The person familiar with NSO operations said a confidential informant had told the company in August 2020 that the spyware was being used to target Haya and her attorneys. According to the judgment, a senior member of NSO's management team called Blair, who advised the company on business and human-rights issues, around midnight Israel time on Aug. 5 to seek her help in alerting Haya and her legal team to the fact that their phones had potentially been compromised.

The NSO manager also urged Blair to advise the lawyers to restart their phones, as a way to block the spyware's interception, the person familiar with NSO operations said. In witness statements provided to the court, Blair said the NSO manager told her the company had taken steps to ensure the phones could not be accessed again.

The person familiar with NSO operations told The Post that phone numbers with the U.K. country code of +44 have been blocked from searches by foreign governments since August 2020. NSO has said that numbers with the United States' +1 country code also cannot be hacked.

The person said phones in NSO's home country of Israel as well as in the "Five Eyes" - the intelligence-sharing alliance of the U.S., U.K., Canada, Australia and New Zealand - are now blocked from foreign surveillance, but that law enforcement and government agencies inside of those countries can still use Pegasus to target their own citizens.

Sheikh Mohammed said in his statement that it had not been appropriate for him, as a head of government, to provide evidence as part of private family proceedings in a foreign court. But McFarlane, the High Court judge, has disputed that argument, noting that the sheikh had submitted witness statements and directed his international legal team not to engage in the proceedings.

"At no stage has the father offered any sign of concern for the mother, who is caring for their children, on the basis that her phones have been hacked and her security infiltrated," McFarlane wrote. "Instead he has marshaled a formidable forensic team to challenge the findings . . . and to fight the case against her on every point."

Haya, the daughter of the late King Hussein of Jordan, had angered Sheikh Mohammad by questioning how he had behaved toward his daughter, Princess Latifa, previous U.K. judgments showed. Before fleeing Dubai, Haya said she had faced threats of exile to a desert prison and twice found a pistol in her bed.

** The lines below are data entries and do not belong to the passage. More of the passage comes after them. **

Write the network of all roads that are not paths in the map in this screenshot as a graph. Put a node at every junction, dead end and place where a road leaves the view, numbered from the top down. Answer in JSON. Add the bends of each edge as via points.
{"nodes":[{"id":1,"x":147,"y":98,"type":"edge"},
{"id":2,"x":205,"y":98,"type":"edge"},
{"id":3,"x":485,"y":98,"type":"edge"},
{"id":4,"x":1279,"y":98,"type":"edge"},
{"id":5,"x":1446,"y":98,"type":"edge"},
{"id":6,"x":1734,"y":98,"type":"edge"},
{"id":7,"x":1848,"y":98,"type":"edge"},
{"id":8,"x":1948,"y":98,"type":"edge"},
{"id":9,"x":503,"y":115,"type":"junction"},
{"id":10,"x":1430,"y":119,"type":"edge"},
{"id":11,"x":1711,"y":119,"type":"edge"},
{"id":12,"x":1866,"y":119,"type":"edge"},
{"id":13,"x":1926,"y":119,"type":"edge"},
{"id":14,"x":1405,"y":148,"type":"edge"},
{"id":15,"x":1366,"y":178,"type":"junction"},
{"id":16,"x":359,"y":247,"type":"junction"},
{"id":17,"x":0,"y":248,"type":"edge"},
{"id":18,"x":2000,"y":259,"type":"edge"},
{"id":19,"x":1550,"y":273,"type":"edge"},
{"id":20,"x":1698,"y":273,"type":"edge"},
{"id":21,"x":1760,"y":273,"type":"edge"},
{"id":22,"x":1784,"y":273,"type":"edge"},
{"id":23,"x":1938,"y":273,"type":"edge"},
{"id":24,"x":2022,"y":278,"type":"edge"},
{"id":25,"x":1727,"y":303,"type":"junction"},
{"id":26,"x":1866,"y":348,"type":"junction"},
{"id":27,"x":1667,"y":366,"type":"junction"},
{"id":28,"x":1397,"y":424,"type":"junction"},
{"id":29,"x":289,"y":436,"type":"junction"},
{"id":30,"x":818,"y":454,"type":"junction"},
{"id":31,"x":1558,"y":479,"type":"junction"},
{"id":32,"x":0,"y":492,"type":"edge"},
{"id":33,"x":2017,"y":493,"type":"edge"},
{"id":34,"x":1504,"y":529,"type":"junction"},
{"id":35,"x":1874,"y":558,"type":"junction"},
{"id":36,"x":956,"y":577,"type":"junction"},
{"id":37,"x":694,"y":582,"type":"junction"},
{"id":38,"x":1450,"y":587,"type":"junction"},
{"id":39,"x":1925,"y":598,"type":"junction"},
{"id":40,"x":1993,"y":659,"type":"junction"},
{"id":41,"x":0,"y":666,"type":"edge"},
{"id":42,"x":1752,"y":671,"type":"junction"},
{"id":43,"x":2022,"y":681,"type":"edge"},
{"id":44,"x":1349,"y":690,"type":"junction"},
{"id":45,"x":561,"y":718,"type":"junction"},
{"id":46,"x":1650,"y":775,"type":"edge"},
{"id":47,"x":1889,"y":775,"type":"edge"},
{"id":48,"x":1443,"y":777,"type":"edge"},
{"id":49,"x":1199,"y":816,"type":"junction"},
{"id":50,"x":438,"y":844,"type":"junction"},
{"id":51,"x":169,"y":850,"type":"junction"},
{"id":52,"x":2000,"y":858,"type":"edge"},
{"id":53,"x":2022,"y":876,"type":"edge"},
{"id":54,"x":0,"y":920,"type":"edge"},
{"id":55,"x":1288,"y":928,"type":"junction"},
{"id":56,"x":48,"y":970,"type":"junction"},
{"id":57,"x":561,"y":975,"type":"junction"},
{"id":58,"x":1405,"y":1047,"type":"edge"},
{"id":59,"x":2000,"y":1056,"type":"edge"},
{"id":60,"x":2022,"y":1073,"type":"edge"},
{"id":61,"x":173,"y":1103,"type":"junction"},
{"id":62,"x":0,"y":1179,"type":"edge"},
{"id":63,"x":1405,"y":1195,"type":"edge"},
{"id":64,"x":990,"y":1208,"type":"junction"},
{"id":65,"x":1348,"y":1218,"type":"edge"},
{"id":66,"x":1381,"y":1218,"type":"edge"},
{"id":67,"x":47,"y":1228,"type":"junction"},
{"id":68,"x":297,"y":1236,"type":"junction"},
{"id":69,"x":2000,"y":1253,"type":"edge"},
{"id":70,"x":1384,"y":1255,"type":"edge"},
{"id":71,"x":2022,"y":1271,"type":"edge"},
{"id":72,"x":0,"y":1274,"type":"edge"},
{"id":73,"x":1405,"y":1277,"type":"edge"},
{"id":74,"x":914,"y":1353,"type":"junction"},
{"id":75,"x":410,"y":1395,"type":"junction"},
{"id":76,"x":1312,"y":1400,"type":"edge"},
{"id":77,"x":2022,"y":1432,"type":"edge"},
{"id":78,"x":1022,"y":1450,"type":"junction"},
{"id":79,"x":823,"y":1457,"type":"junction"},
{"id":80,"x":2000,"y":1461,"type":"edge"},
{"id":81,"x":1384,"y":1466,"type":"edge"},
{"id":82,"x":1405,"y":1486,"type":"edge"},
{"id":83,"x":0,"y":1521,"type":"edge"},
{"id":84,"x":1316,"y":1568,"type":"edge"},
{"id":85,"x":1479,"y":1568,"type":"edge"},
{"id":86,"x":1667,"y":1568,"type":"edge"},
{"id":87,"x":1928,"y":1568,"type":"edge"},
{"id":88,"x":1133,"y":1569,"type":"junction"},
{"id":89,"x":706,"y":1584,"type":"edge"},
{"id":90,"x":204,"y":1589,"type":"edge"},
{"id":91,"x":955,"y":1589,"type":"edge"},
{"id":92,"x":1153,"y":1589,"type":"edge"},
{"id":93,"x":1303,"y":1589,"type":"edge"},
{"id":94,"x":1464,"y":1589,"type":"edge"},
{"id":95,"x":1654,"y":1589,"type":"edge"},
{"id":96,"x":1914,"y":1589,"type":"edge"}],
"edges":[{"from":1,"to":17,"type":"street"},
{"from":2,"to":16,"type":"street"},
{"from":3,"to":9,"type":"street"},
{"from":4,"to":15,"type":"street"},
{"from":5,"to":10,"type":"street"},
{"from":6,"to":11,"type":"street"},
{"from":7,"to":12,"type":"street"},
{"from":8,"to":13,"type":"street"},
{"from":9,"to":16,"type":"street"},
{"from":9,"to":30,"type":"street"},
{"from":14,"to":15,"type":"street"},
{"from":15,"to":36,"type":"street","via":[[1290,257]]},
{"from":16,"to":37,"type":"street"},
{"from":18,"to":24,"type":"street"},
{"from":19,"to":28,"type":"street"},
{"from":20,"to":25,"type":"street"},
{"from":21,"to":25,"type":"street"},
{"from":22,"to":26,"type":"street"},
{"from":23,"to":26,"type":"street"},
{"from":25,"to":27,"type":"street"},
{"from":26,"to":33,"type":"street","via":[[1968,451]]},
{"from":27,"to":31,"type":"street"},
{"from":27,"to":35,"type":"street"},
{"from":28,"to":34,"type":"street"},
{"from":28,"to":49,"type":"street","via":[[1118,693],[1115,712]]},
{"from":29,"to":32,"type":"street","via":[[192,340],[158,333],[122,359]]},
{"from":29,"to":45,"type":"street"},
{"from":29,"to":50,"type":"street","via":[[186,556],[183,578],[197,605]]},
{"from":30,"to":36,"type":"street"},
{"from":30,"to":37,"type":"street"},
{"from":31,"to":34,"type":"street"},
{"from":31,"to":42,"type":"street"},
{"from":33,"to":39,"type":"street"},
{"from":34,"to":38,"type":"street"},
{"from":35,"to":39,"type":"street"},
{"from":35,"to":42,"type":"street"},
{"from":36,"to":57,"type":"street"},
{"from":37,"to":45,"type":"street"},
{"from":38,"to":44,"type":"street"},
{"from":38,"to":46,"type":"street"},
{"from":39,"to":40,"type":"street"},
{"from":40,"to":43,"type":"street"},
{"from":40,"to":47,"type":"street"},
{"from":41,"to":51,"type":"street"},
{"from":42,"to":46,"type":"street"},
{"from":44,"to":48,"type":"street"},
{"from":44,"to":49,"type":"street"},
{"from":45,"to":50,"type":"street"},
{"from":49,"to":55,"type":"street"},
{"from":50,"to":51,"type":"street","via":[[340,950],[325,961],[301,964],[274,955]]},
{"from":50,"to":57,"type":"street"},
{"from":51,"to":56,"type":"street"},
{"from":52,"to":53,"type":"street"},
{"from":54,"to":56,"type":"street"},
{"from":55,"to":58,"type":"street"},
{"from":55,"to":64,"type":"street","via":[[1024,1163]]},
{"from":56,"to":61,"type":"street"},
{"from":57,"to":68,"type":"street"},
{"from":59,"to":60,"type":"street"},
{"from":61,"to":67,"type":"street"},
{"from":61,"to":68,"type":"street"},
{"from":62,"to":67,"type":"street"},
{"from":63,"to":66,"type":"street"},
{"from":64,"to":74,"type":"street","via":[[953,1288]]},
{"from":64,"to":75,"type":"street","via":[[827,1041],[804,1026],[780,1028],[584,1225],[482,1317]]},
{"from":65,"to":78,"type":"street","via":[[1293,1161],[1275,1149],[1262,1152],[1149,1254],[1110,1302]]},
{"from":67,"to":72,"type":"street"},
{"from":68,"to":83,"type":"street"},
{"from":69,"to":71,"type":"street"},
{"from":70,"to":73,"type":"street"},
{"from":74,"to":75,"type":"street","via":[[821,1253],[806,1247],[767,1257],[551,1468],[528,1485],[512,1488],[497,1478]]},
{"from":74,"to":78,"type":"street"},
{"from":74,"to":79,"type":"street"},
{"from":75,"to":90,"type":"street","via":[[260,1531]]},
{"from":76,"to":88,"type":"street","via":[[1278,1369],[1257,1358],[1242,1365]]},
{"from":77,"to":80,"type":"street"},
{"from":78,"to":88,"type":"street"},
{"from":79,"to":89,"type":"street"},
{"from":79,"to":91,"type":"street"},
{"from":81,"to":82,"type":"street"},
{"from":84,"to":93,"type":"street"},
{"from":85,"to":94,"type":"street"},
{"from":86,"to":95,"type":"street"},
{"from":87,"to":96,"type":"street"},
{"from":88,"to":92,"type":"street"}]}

In 2018, Princess Latifa had staged a dramatic escape from Dubai but was apprehended at sea in what her father declared was a "rescue." Numbers for Latifa and her closest friends were also found on the list that included Pegasus targets.

The judgment follows a separate fact-finding ruling by the High Court last year that determined Sheikh Mohammed had ordered Latifa's abduction and orchestrated an intimidation campaign against Haya.

The Post reported in August that one of Princess Haya and Latifa's close allies, the human-rights activist David Haigh, also had his phone hacked by Pegasus, according to a forensic analysis by researchers with Amnesty International's Security Lab. Those tests found that the hacks occurred on Aug. 3 and 4, 2020 - only days before NSO blocked the foreign targeting of U.K. numbers, the person familiar with the company's operations said.

Bill Marczak, a researcher with the University of Toronto's Citizen Lab who has helped investigate Pegasus use around the world and whose work on the Haya case is cited in the high court's ruling, noted in a statement to The Post the unusual nature of NSO's actions in the case.

"The actions that NSO Group took in this case, including sending letters to the court that accorded with my technical findings, notifying Princess Haya's lawyers shortly after I did, and disconnecting one of their customers, are really quite unusual and extraordinary," Marczak said.

"In our research at Citizen Lab, we see cases all the time of abusive surveillance of dissidents and journalists with NSO Group's Pegasus spyware, but rarely if ever do we see NSO take actions resembling the ones they seem to have taken here. I wish they treated journalists and activists the way they treat Princesses and Baronesses."